WHAT THE TASK ASKS
Search the records below for the word "Adhinstraat". Pull out each line that has it.
#### AVAILABLE DATA
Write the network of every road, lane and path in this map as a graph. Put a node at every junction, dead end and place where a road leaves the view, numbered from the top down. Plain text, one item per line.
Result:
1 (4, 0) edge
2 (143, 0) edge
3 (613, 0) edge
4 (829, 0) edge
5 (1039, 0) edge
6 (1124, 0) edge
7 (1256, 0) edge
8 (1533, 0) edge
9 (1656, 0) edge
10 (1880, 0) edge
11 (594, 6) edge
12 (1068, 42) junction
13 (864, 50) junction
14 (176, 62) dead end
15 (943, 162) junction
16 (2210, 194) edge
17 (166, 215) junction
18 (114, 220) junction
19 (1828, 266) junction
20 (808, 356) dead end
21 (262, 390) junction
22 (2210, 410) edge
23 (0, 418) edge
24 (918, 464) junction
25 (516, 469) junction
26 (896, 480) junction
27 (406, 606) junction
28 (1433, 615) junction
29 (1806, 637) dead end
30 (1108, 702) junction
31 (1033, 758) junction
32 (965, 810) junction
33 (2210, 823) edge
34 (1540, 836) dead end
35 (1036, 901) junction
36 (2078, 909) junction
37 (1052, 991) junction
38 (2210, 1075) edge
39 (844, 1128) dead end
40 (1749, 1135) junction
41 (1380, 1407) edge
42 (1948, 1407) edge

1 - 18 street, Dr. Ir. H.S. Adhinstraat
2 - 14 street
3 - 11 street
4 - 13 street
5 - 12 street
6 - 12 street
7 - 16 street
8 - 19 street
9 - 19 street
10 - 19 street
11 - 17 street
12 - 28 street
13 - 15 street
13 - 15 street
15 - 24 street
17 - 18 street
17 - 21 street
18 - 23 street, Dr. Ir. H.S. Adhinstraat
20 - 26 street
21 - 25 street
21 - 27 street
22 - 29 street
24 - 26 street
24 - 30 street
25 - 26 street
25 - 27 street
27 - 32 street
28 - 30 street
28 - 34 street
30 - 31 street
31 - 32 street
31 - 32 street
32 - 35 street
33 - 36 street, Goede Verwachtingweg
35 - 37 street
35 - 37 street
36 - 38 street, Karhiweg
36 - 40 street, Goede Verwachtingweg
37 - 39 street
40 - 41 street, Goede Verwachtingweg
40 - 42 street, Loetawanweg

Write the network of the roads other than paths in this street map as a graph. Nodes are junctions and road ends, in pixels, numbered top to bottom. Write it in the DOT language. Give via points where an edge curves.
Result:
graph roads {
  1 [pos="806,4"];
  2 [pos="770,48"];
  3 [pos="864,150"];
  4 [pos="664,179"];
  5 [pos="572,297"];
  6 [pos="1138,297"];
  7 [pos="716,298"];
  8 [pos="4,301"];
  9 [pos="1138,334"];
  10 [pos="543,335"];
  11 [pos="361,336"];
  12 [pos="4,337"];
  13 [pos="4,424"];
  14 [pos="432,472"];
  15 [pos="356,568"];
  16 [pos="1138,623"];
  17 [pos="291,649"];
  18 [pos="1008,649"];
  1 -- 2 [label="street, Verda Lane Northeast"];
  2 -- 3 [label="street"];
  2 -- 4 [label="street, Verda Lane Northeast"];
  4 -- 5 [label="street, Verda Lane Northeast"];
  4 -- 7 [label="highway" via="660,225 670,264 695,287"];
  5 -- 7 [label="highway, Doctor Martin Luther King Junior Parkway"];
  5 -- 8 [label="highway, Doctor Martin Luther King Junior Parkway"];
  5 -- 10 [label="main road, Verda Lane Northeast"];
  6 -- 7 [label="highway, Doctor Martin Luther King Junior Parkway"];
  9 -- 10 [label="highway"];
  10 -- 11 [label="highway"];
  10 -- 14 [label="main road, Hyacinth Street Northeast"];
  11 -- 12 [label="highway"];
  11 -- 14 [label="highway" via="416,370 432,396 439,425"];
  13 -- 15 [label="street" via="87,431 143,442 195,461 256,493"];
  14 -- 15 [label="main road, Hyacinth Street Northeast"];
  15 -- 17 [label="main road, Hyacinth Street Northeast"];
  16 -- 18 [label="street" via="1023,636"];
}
########
WRITTEN SOLUTION
1 - 18 street, Dr. Ir. H.S. Adhinstraat
18 - 23 street, Dr. Ir. H.S. Adhinstraat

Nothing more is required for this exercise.